Prognosen und Vorhersagen
Milder Februar-Start: Bringt der Polarwirbel die Winterwende? Das sagen Experten
VonLisa Kleinschließen
Anfang Februar herrschen regional zweistellige Temperaturen – das Wetter ist so gar nicht winterlich. Von Schnee und arktischer Kälte gibt es keine Spur. Ändert sich das noch mal?
Die Temperaturen zum Monatswechsel sind mild. Der Februar startet regional mit zweistelligen Temperaturen und auch ein Blick auf den 14-Tage-Trend zeigt: Bis Mitte Februar bleibt es verhältnismäßig warm in Baden-Württemberg. Am ersten Wochenende des Monats fegt zudem ein Sturm über den Südwesten. Bis auf wenige Regentage bleibt es in den kommenden Tagen überwiegend trocken. Doch bedeuten die aktuell „vorfrühlingshaften“ Temperaturen nun das Winter-Aus?

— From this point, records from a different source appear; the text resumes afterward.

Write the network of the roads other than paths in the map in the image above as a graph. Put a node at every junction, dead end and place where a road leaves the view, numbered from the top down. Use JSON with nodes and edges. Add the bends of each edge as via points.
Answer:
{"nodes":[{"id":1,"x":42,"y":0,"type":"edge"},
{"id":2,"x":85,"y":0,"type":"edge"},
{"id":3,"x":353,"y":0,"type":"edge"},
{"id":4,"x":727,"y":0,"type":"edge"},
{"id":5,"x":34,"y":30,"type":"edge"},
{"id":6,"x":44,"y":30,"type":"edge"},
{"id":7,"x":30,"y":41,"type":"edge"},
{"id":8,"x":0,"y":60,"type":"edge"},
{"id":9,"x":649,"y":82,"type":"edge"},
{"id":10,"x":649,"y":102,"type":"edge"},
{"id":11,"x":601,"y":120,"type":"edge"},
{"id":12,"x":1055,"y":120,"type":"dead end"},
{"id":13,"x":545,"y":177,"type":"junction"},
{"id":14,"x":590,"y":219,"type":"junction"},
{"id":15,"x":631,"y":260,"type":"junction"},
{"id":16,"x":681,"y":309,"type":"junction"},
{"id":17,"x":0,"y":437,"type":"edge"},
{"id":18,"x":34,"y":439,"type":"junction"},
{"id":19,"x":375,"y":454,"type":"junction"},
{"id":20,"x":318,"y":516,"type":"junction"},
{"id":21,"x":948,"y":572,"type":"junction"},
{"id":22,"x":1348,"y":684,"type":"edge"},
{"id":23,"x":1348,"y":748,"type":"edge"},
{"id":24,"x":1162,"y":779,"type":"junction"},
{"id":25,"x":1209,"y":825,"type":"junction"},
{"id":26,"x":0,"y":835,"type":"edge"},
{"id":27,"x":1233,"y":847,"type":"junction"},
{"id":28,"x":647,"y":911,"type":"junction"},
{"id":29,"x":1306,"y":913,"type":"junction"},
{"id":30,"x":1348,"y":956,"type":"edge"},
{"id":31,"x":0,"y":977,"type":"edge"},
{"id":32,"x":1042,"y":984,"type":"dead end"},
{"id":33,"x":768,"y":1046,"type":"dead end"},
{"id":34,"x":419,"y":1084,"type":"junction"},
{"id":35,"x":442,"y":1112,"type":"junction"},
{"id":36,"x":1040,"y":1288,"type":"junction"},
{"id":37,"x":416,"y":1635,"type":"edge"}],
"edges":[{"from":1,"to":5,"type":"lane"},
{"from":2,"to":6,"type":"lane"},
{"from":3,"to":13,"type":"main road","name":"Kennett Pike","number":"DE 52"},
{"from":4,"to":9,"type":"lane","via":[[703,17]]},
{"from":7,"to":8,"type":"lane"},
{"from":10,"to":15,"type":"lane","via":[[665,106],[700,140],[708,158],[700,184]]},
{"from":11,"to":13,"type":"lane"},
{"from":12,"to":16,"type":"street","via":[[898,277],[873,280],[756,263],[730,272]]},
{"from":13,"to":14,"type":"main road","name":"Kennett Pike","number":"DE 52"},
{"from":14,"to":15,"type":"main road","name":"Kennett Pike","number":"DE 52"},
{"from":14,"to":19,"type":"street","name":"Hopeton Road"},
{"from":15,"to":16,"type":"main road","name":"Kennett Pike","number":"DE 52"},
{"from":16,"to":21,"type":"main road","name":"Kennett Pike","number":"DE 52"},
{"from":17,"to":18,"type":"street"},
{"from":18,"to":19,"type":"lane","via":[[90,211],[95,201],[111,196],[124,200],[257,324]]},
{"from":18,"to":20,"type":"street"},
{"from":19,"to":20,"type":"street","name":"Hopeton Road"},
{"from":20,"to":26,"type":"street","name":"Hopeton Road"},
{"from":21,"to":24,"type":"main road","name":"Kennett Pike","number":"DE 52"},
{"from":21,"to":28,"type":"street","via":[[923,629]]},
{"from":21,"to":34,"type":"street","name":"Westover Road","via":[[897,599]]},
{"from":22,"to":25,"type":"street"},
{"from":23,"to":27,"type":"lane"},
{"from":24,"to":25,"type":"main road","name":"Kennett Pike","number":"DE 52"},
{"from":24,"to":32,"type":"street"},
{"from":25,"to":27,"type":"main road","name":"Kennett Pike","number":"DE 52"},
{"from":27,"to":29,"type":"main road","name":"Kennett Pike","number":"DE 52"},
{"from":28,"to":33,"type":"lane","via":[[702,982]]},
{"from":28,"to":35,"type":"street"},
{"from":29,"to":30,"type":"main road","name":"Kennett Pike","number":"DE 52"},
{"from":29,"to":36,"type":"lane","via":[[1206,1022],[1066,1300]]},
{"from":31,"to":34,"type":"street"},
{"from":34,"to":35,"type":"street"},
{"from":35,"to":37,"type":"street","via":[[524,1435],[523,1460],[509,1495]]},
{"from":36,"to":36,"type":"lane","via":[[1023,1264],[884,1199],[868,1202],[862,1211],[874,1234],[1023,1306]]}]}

Je nachdem, wie sich der Polarwirbel verhält, könnte es in Deutschland im Februar noch zu einem „Arctic Outbreak“ kommen. Doch die Betonung liegt auf „könnte“. Wie sieht die Wetterlage aus? Was sagen die Prognosen? In einem Video von „Kachelmannwetter“ wirft der Wetter-Experte Fabian Ruhnau einen genaueren Blick auf den Februar-Trend und macht den „Polarwirbel-Check“.
Februar startet sehr mild: Kommt dann die Winter-Wende? Ein Blick auf die Prognosen
„Wenn es nach dem aktuellen Langfristtrend geht, dann kommt da im Februar noch was“, schreibt „Kachelmannwetter“ auf „X“. Und weiter: „Wir bleiben aber erstmal skeptisch“.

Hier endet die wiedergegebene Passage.